Jihad is For Muslims What Poverty is For Christians

This might shock us. It shouldn’t. No more than the sight of Franciscan friars praying with wealthy Catholics. Religions provide a code that binds very different people, who live it out differently. And not all religions teach the same thing.

Muslims must imitate Muhammad. They hold that Muhammad was merely human. But he was also the perfect example of human conduct. Muslim tradition calls every man (that is male) to emulate Muhammad in every possible respect.

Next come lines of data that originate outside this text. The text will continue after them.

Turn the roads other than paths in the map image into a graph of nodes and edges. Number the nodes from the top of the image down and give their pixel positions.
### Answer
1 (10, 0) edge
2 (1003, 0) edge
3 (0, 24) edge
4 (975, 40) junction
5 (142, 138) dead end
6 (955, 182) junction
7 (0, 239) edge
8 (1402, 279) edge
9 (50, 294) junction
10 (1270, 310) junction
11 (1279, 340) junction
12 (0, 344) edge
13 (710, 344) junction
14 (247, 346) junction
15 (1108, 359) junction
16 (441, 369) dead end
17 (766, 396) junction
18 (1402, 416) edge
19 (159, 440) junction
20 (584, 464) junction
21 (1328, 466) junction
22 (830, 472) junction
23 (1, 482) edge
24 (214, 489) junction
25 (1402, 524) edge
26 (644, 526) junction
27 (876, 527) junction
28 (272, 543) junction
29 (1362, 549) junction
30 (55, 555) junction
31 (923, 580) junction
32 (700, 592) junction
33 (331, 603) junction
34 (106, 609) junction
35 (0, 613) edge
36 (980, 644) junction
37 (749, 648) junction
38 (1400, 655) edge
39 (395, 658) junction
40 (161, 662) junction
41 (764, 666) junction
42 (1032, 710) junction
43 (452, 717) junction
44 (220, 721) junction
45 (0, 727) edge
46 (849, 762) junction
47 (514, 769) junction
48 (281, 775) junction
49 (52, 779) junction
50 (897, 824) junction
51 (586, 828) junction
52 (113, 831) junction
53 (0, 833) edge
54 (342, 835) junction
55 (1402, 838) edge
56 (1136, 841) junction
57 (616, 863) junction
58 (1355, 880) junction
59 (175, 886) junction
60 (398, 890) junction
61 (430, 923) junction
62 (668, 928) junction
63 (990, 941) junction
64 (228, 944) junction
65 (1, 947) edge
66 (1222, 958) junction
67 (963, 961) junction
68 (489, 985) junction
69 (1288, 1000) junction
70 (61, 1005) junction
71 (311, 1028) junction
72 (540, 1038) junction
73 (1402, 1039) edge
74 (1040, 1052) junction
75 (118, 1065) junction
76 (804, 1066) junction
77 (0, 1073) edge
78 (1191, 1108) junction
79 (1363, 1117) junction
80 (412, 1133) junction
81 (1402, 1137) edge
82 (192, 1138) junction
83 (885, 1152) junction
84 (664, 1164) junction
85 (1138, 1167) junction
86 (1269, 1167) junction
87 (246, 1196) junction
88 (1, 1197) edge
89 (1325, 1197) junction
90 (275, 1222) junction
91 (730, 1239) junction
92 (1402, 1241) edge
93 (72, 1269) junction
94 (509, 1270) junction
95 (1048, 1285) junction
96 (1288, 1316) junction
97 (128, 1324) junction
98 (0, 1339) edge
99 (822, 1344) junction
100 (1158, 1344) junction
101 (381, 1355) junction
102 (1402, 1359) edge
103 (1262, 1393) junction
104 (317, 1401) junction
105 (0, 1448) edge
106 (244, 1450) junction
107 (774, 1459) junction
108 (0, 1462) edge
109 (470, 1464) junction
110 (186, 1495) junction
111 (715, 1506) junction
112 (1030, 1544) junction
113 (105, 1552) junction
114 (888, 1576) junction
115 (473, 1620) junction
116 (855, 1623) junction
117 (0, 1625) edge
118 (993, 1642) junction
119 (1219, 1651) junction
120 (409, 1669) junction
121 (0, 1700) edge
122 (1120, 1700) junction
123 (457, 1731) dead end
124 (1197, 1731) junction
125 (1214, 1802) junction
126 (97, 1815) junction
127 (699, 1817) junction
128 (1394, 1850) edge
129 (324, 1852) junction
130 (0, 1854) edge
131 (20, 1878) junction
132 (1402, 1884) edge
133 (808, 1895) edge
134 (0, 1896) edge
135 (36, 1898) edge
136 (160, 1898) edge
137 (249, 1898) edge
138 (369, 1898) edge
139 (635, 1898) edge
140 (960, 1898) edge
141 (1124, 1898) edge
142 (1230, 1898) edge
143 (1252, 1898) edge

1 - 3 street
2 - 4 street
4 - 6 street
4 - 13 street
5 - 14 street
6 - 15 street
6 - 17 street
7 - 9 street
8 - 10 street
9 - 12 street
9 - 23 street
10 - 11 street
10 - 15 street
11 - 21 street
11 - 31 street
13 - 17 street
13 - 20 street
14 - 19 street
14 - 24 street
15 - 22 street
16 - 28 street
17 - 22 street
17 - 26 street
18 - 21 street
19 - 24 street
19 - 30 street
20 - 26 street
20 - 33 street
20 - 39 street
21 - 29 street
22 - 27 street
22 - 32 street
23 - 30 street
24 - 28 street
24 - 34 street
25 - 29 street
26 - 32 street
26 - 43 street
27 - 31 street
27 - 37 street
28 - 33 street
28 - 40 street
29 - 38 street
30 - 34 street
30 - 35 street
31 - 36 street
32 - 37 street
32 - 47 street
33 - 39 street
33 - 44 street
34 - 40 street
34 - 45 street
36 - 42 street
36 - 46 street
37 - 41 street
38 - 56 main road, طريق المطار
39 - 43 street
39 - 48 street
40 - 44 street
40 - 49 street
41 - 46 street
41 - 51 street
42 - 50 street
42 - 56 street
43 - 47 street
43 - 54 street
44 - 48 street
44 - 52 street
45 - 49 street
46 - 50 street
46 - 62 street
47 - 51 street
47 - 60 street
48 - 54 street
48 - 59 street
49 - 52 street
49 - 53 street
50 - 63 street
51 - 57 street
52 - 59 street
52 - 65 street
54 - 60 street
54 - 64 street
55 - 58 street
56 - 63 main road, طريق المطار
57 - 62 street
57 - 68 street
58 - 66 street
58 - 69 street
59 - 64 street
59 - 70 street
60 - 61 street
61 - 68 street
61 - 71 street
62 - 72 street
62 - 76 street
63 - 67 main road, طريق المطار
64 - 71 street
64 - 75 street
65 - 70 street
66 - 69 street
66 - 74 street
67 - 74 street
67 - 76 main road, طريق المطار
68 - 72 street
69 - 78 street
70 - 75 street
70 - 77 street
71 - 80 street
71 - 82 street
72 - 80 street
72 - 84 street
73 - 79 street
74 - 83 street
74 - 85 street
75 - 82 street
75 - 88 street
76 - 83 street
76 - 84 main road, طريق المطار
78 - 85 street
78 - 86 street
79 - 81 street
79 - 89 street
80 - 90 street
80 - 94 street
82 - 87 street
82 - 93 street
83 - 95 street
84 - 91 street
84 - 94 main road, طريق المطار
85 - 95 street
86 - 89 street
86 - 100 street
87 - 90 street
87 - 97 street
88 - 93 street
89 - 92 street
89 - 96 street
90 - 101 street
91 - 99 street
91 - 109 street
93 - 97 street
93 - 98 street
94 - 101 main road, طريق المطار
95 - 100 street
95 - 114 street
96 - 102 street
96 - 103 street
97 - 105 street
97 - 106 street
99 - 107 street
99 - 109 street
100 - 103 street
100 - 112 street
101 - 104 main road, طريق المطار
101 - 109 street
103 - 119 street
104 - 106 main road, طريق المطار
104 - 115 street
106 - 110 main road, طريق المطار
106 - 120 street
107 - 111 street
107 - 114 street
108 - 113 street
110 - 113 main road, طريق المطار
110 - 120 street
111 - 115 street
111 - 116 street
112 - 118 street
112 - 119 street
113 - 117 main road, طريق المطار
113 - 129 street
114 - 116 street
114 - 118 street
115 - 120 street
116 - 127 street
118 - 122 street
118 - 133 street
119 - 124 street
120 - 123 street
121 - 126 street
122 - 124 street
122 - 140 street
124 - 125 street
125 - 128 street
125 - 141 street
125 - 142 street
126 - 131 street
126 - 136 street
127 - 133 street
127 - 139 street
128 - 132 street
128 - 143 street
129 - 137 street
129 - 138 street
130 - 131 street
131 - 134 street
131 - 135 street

Read former Muslim Ibn Warraq’s scholarly book, The Islam in Islamic Terrorism. He relies on the texts that most Muslims consider most authoritative — which they use in theological academies in Egypt, Saudi Arabia, and Iran. Warraq shows that warlike jihad lies at the very heart of Islam. Indeed, the Quran obliges every able-bodied male Muslim (on pain of “hypocrisy”) to take part in jihad. Or at least to support it financially. No surprise, then, that apparently “mainstream” Muslim charities like the Holy Land Foundation turn out to fund terrorists in Israel. Or that “mainstream” groups like the Council on American-Islamic Relations pop up after every terrorist attack to warn against “Islamophobia.” For an excellent popular treatment, see William Kilpatrick’s equally documented The Politically Incorrect Guide to Jihad.

Misreading “Jihad”

Yes, you can read “jihad” as a peaceful, internal spiritual struggle. Some Christians can amass great fortunes and still strive for “spiritual poverty.” But Christians have never abandoned our concern for helping the poor. There will always be militant Christians who embrace poverty. Who join the Franciscans. Or who move as families to serve as missionaries in desperately poor countries. Likewise a certain percentage of Muslims will take their own sacred texts literally. They’ll directly imitate the actions of their founder and his disciples. Indeed, the Sunni Muslim Vatican, Saudi Arabia, follows most of the same laws and practices as ISIS. But they have a U.N. seat and billions to spend for PR.

Western nations that admit millions of Muslims should think long and hard about what comes next.